INFORMATION SUPPLIED:
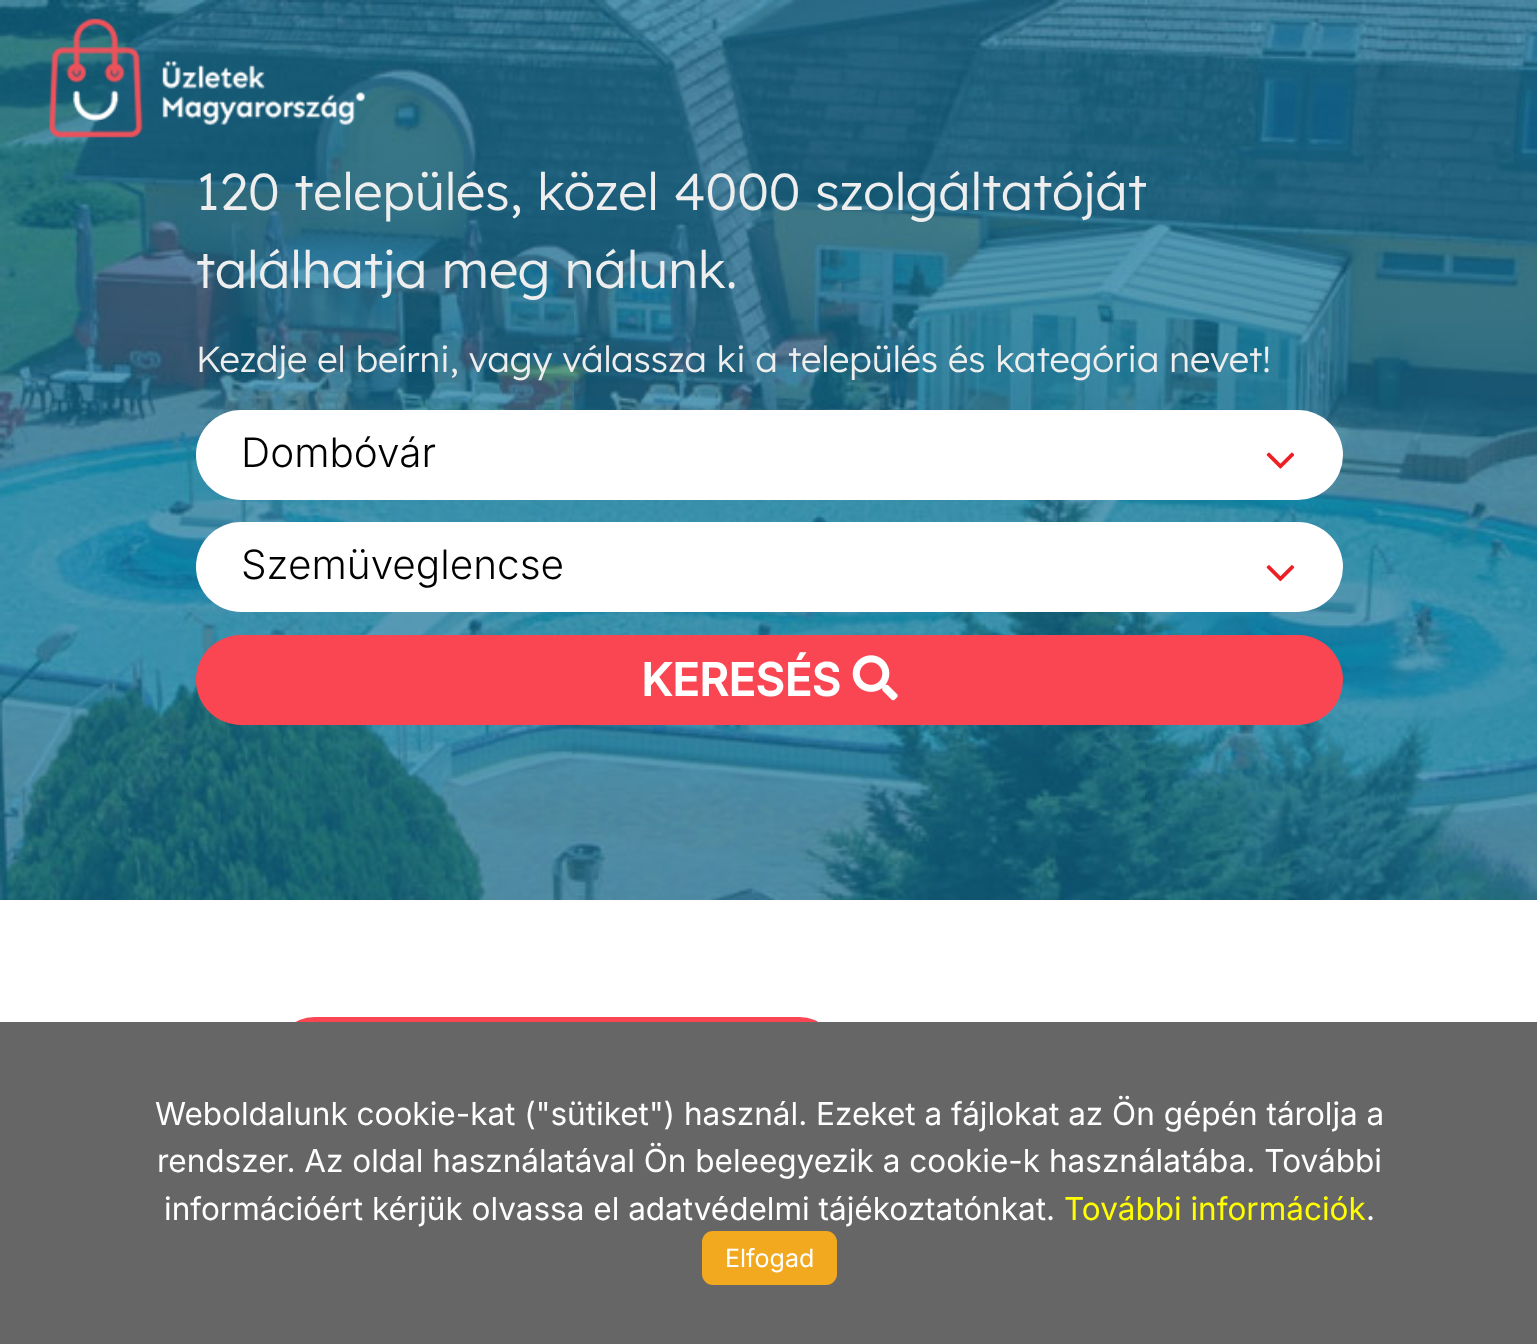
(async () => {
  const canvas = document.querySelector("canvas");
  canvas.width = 1537;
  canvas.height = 1344;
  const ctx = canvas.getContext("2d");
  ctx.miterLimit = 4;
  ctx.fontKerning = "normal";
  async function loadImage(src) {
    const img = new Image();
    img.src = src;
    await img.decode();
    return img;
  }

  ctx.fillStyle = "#ffffff";
  ctx.fillRect(0, 0, 1537, 1344);
  ctx.drawImage(await loadImage("img/2.png"), 0, 0, 1537, 900);
  ctx.drawImage(await loadImage("img/1.png"), 49, 18, 316, 120);
  ctx.beginPath();
  ctx.roundRect(196, 410, 1147, 90, 45);
  ctx.fill();
  ctx.drawImage(await loadImage("img/3.png"), 1266, 452, 29, 17);
  ctx.beginPath();
  ctx.roundRect(196, 522, 1147, 90, 45);
  ctx.fill();
  ctx.drawImage(await loadImage("img/4.png"), 1266, 565, 29, 17);
  ctx.fillStyle = "#fa4652";
  ctx.beginPath();
  ctx.roundRect(196, 635, 1147, 90, 45);
  ctx.fill();
  ctx.drawImage(await loadImage("img/5.png"), 852, 655, 46, 46);
  ctx.beginPath();
  ctx.roundRect(275, 1017, 564, 79, 39.5);
  ctx.fill();
  ctx.fillStyle = "#666666";
  ctx.fillRect(0, 1022, 1537, 322);
  ctx.fillStyle = "#f2a920";
  ctx.beginPath();
  ctx.roundRect(702, 1231, 135, 54, 11);
  ctx.fill();
  ctx.font = "300 51.75px Lexend";
  ctx.fillStyle = "#eeeeee";
  ctx.fillText("120 település, közel 4000 szolgáltatóját", 196, 210);
  ctx.fillText("találhatja meg nálunk.", 196, 288);
  ctx.font = "300 36px Lexend";
  ctx.fillText("Kezdje el beírni, vagy válassza ki a település és kategória nevet!", 196, 372);
  ctx.font = "300 40.5px Inter";
  ctx.fillStyle = "#000000";
  ctx.fillText("Dombóvár", 241, 467);
  ctx.fillText("Szemüveglencse", 241, 579);
  ctx.font = "bold 45px Inter";
  ctx.fillStyle = "#ffffff";
  ctx.fillText("KERESÉS", 641, 696);
  ctx.font = "31.5px Inter";
  for (const [text, x, y] of [
    ["Weboldalunk cookie-kat (\"sütiket\") használ. Ezeket a fájlokat az Ön gépén tárolja a", 155, 1125],
    ["rendszer. Az oldal használatával Ön beleegyezik a cookie-k használatába. További", 157, 1172],
    ["információért kérjük olvassa el adatvédelmi tájékoztatónkat.", 164, 1220],
  ]) {
    ctx.fillText(text, x, y);
  }
  ctx.fillStyle = "#ffff00";
  ctx.fillText("További információk", 1064, 1220);
  ctx.fillStyle = "#ffffff";
  ctx.fillText(".", 1366, 1220);
  ctx.font = "25px Inter";
  ctx.fillText("Elfogad", 725, 1267);
})();
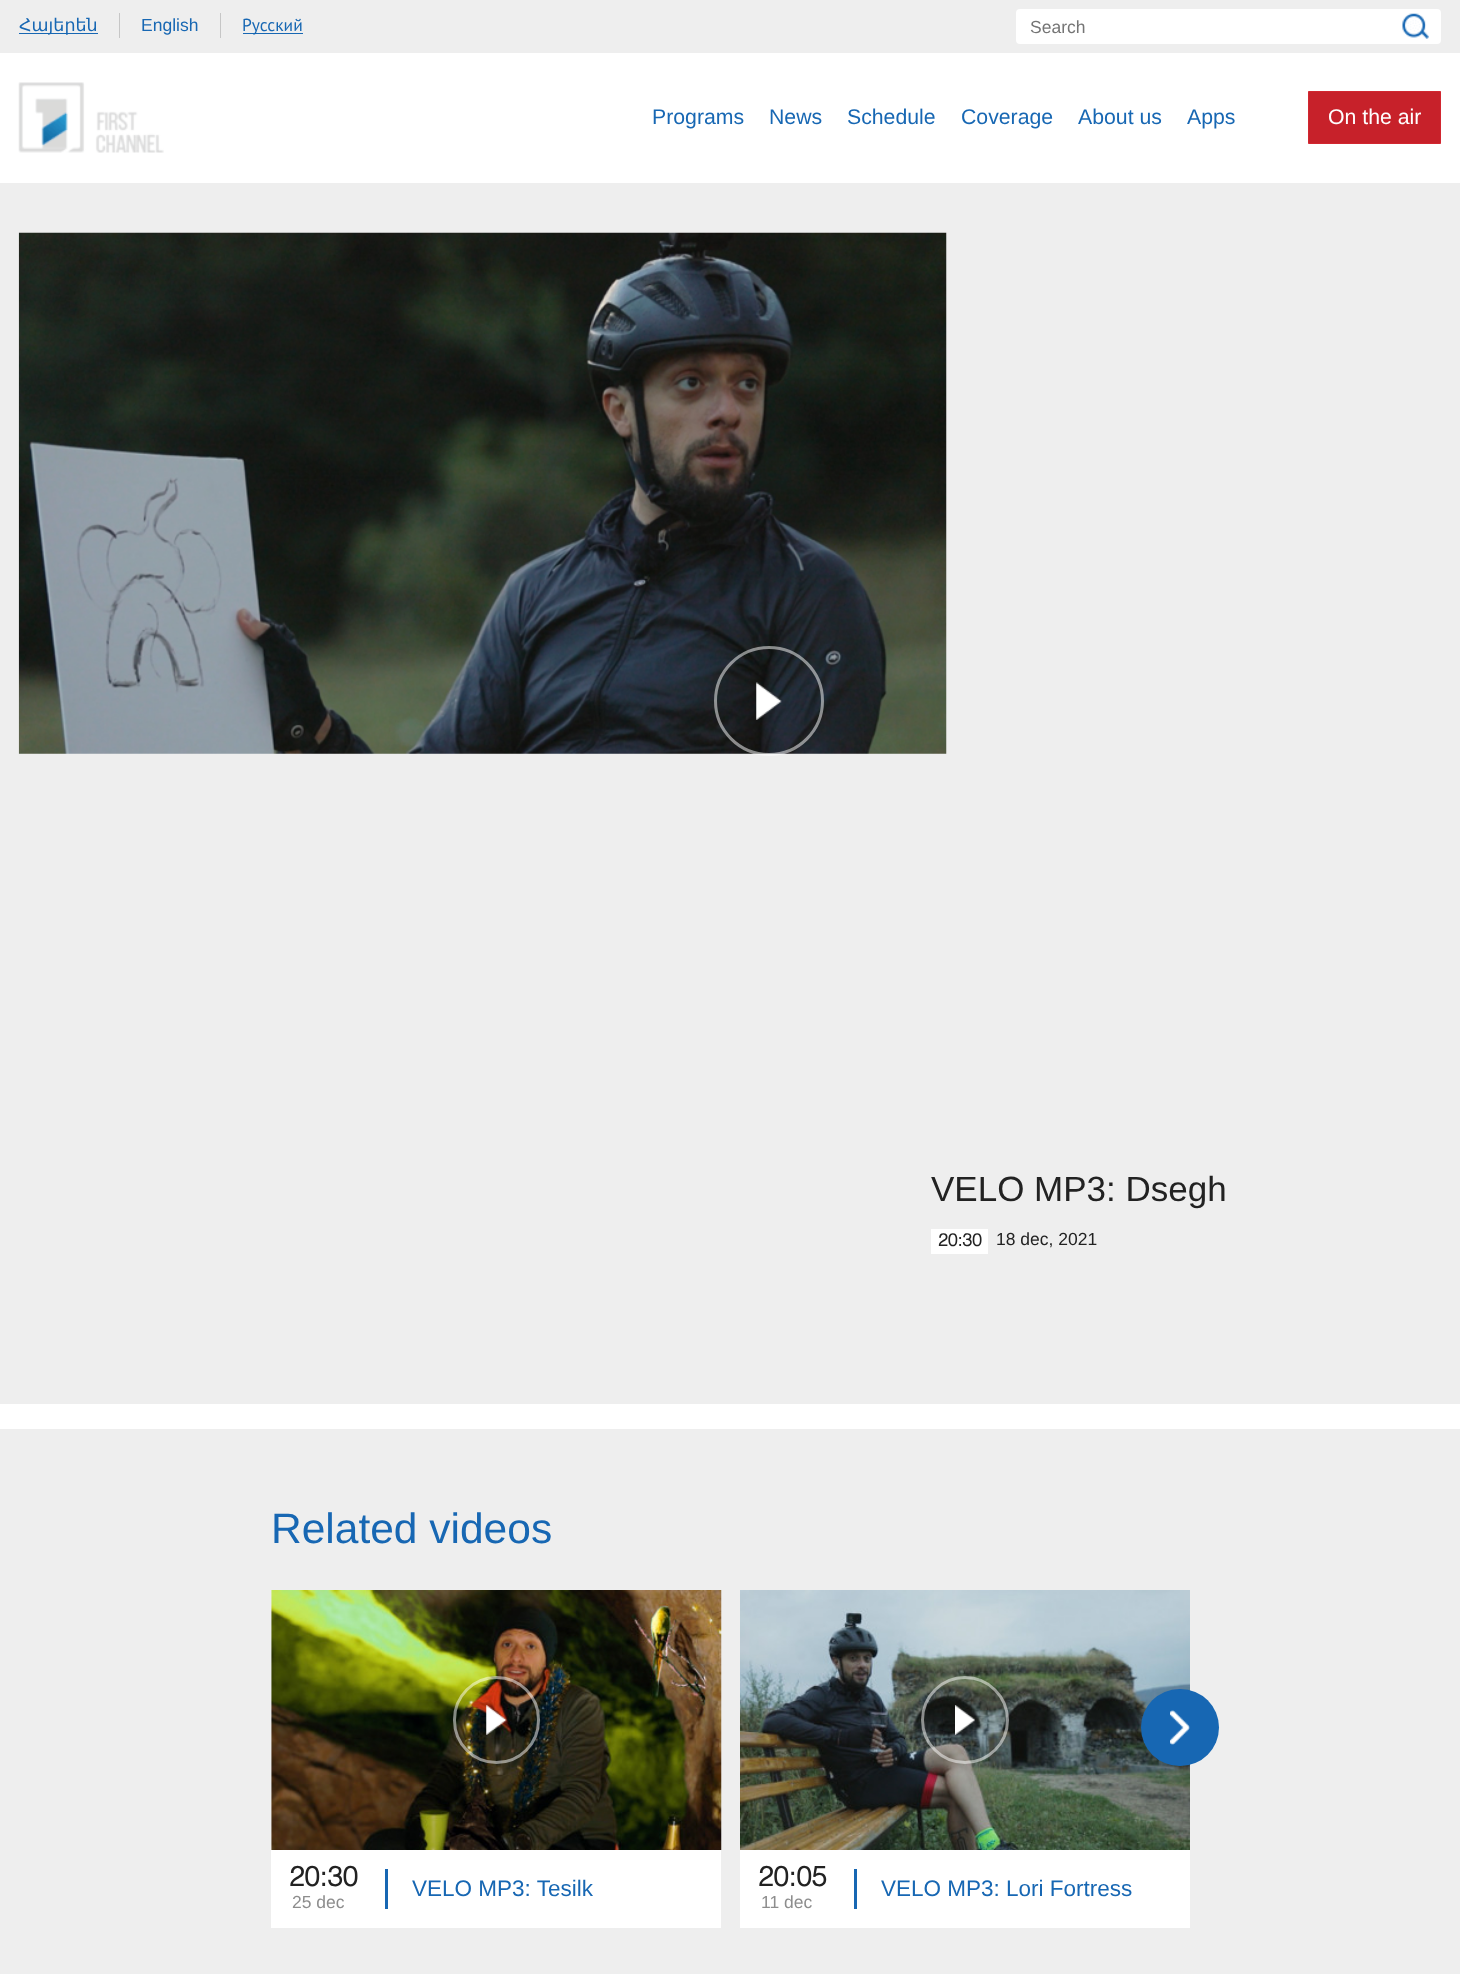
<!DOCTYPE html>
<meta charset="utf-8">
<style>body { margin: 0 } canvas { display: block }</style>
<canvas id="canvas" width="1460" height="1974"></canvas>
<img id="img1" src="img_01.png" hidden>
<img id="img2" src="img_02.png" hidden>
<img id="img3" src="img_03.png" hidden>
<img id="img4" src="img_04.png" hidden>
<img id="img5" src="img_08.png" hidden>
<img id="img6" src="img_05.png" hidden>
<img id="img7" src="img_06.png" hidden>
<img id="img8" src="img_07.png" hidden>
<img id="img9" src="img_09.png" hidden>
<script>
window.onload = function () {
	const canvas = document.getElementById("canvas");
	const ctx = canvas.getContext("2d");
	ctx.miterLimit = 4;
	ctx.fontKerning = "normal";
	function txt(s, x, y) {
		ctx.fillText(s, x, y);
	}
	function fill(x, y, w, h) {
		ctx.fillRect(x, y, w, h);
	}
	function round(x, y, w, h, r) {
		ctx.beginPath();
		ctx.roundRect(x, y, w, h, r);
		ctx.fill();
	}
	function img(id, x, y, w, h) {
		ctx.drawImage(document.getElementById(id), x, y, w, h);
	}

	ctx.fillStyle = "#FFFFFF";
	fill(0, 0, 1460, 1974);
	ctx.fillStyle = "#EEEEEE";
	fill(0, 0, 1460, 53);
	ctx.fillStyle = "#1767B3";
	fill(19, 33, 79, 1);
	ctx.fillStyle = "#C6C6C6";
	fill(119, 13, 1, 25);
	fill(220, 13, 1, 25);
	ctx.fillStyle = "#1767B3";
	fill(243, 33, 60, 1);
	ctx.fillStyle = "#FFFFFF";
	round(1016, 9, 425, 35, 4);
	img("img1", 1402, 13, 27, 26);
	img("img2", 18, 82, 146, 71);
	ctx.fillStyle = "#C7212A";
	ctx.beginPath();
	ctx.rect(1308.5, 91.5, 132, 52);
	ctx.fill();
	ctx.strokeStyle = "#D22730";
	ctx.stroke();
	ctx.fillStyle = "#EEEEEE";
	fill(0, 183, 1460, 1221);
	img("img3", 18, 232, 929, 522);
	img("img4", 756, 682, 26, 38);
	ctx.beginPath();
	ctx.arc(769, 701, 53.5, 0, Math.PI * 2);
	ctx.strokeStyle = "rgba(255, 255, 255, 0.5)";
	ctx.lineWidth = 3;
	ctx.stroke();
	ctx.fillStyle = "#FFFFFF";
	fill(931, 1229, 57, 25);
	ctx.fillStyle = "#EEEEEE";
	fill(0, 1429, 1460, 545);
	img("img5", 740, 1590, 450, 260);
	ctx.fillStyle = "#1767B3";
	round(1141, 1689, 78, 77, 38.5);
	img("img6", 1170, 1710, 20, 35);
	img("img7", 271, 1590, 451, 260);
	img("img8", 486, 1705, 21, 30);
	ctx.beginPath();
	ctx.roundRect(454.5, 1677.5, 84, 85, 42);
	ctx.stroke();
	ctx.fillStyle = "#FFFFFF";
	fill(271, 1850, 450, 78);
	ctx.fillStyle = "#1767B3";
	fill(385, 1869, 3, 40);
	img("img9", 955, 1705, 20, 30);
	ctx.beginPath();
	ctx.arc(965, 1720, 42.5, 0, Math.PI * 2);
	ctx.stroke();
	ctx.fillStyle = "#FFFFFF";
	fill(740, 1850, 450, 78);
	ctx.fillStyle = "#1767B3";
	fill(854, 1869, 3, 40);
	ctx.font = "17.5px DejaVu Sans";
	txt("Հայերեն", 19, 31);
	ctx.font = "17.5px Liberation Sans";
	txt("English", 141, 31);
	ctx.font = "17.5px PT Sans";
	txt("Русский", 242, 31);
	ctx.font = "17.5px Liberation Sans";
	ctx.fillStyle = "#757575";
	txt("Search", 1030, 33);
	ctx.font = "21.25px Liberation Sans";
	ctx.fillStyle = "#1767B3";
	txt("Programs", 652, 124);
	txt("News", 769, 124);
	txt("Schedule", 847, 124);
	txt("Coverage", 961, 124);
	txt("About us", 1078, 124);
	txt("Apps", 1187, 124);
	ctx.fillStyle = "#FFFFFF";
	txt("On the air", 1328, 124);
	ctx.font = "35px Liberation Sans";
	ctx.fillStyle = "#222222";
	txt("VELO MP3: Dsegh", 931, 1201);
	ctx.font = "bold 17.5px Helvetica";
	txt("20:30", 938, 1246);
	ctx.font = "17.5px Liberation Sans";
	txt("18 dec, 2021", 996, 1245);
	ctx.font = "42.5px Liberation Sans";
	ctx.fillStyle = "#1767B3";
	txt("Related videos", 271, 1543);
	ctx.font = "bold 27.5px Helvetica";
	ctx.fillStyle = "#222222";
	txt("20:30", 289, 1886);
	ctx.font = "17.5px Liberation Sans";
	ctx.fillStyle = "#8D8D8D";
	txt("25 dec", 292, 1908);
	ctx.font = "22.5px Liberation Sans";
	ctx.fillStyle = "#1767B3";
	txt("VELO MP3: Tesilk", 412, 1896);
	ctx.font = "bold 27.5px Helvetica";
	ctx.fillStyle = "#222222";
	txt("20:05", 758, 1886);
	ctx.font = "17.5px Liberation Sans";
	ctx.fillStyle = "#8D8D8D";
	txt("11 dec", 761, 1908);
	ctx.font = "22.5px Liberation Sans";
	ctx.fillStyle = "#1767B3";
	txt("VELO MP3: Lori Fortress", 881, 1896);
};
</script>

PROMPT:
State the count of lines in the data holding the word "function", adding nothing to it.

COMPLETED TASK:
6